■ Work request ■
Give the number of lines below that contain the word "غفاریان", and nothing else.

[Stored data entries]
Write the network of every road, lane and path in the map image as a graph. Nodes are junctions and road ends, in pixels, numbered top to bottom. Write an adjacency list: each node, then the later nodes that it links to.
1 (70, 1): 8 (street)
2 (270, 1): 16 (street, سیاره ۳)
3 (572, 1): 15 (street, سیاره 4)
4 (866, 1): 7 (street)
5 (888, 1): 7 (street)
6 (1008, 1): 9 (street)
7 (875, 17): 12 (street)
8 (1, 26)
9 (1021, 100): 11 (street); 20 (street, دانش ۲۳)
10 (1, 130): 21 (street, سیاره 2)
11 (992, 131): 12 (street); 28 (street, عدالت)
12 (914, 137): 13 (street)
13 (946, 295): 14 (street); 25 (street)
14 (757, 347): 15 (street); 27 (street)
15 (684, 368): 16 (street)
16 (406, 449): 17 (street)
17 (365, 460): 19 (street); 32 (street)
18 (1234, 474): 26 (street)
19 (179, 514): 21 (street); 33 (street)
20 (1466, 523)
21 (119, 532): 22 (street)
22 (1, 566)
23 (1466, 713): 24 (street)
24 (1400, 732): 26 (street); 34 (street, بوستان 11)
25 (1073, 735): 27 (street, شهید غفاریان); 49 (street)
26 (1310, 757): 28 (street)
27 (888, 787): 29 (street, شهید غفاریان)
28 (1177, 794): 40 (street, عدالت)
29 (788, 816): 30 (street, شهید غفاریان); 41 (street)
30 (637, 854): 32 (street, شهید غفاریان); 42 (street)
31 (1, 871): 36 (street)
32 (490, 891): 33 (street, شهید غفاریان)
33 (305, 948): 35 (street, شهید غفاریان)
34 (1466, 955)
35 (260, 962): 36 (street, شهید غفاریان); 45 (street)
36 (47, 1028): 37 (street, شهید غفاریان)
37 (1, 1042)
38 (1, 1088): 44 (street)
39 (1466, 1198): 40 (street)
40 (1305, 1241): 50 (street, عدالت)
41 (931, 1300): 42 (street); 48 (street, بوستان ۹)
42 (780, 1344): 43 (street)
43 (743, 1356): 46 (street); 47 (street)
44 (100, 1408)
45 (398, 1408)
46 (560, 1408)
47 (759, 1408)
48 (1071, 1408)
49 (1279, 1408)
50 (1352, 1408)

■ Reply to the exercise ■
8